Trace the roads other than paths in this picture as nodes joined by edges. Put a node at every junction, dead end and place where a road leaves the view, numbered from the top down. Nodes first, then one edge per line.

==

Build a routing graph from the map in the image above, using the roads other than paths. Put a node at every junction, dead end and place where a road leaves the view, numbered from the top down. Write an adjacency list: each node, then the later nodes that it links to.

* * *

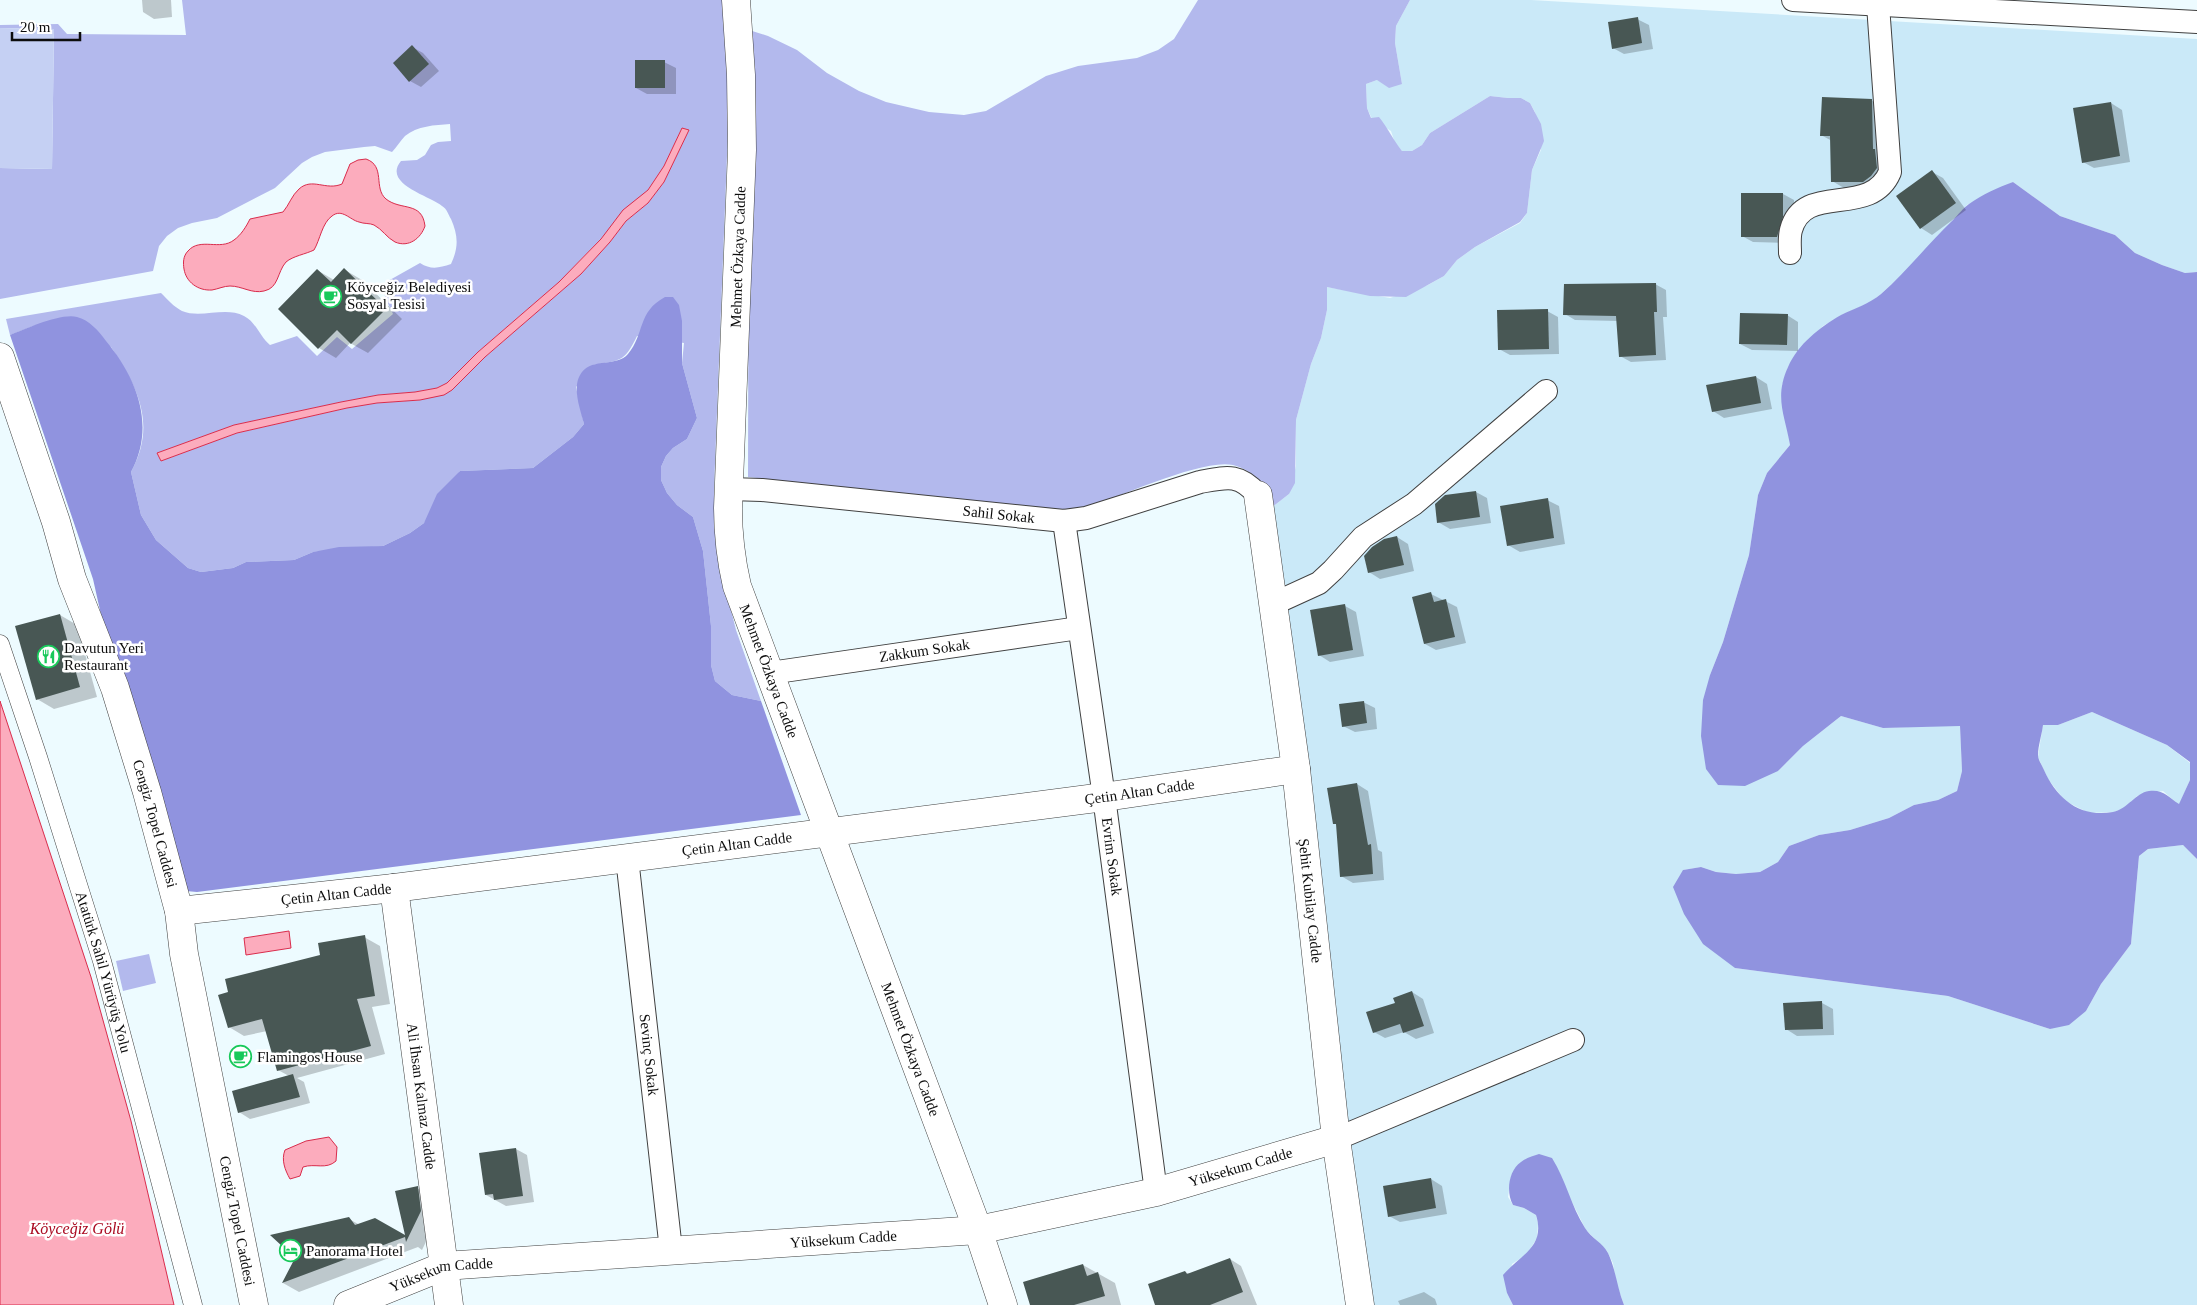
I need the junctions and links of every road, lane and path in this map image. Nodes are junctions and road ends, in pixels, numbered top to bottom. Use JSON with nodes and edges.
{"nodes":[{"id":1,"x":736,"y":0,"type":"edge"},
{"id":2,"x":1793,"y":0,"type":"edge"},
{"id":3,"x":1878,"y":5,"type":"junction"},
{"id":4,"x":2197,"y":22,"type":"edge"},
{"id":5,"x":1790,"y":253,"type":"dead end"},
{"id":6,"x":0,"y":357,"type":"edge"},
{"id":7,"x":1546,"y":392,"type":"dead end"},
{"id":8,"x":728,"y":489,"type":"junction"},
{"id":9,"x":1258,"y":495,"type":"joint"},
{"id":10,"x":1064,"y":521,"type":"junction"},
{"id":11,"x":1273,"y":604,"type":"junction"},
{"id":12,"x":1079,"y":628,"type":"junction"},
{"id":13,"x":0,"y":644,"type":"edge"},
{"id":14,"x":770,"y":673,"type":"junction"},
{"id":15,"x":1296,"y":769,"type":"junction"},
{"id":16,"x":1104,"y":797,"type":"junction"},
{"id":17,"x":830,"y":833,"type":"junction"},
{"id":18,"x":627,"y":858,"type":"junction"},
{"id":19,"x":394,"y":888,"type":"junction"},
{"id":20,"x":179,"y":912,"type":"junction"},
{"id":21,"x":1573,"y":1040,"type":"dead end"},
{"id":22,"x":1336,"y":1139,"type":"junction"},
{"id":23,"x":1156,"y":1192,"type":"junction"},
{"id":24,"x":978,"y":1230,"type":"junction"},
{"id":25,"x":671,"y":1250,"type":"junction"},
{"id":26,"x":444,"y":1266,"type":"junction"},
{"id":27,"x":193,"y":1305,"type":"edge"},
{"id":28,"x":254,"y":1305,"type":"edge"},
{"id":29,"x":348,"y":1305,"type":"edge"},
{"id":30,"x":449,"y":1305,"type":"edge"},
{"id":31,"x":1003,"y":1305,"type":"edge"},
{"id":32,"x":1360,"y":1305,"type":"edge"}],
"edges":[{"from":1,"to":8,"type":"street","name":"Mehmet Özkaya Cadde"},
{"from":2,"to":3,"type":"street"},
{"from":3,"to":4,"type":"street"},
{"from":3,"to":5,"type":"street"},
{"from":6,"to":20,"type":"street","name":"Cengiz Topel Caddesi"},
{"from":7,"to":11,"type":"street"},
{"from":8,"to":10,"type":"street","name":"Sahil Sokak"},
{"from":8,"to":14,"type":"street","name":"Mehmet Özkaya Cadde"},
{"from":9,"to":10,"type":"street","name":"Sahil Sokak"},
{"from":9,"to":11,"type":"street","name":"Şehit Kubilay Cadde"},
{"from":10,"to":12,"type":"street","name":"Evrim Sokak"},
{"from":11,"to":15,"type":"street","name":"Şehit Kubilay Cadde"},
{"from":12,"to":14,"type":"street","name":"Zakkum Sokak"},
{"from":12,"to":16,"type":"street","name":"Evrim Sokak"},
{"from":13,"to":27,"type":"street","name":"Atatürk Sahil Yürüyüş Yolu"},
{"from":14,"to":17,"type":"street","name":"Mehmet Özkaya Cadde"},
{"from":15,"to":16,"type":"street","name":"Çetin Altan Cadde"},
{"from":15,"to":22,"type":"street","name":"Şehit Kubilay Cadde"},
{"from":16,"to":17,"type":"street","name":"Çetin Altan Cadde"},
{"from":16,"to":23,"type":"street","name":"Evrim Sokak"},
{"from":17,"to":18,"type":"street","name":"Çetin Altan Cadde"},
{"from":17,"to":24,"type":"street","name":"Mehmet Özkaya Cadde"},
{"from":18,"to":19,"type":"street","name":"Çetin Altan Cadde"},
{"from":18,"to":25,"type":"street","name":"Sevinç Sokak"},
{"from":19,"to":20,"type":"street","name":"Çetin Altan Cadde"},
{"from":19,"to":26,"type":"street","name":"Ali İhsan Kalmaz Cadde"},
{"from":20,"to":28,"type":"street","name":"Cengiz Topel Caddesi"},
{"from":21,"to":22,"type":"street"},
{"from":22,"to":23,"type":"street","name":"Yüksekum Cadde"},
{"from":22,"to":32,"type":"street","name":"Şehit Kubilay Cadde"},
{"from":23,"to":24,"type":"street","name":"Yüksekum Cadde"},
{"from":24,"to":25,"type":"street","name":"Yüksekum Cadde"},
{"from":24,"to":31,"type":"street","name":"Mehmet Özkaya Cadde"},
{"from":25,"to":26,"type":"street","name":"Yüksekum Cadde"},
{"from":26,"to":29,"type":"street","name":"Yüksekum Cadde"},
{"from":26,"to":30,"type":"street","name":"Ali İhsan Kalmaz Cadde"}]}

■ **DIRECTIONS**
Please return each line of the data above in which the word "paths" occurs.

■ **SOLUTION TO THIS TASK**
Trace the roads other than paths in this picture as nodes joined by edges. Put a node at every junction, dead end and place where a road leaves the view, numbered from the top down. Nodes first, then one edge per line.
Build a routing graph from the map in the image above, using the roads other than paths. Put a node at every junction, dead end and place where a road leaves the view, numbered from the top down. Write an adjacency list: each node, then the later nodes that it links to.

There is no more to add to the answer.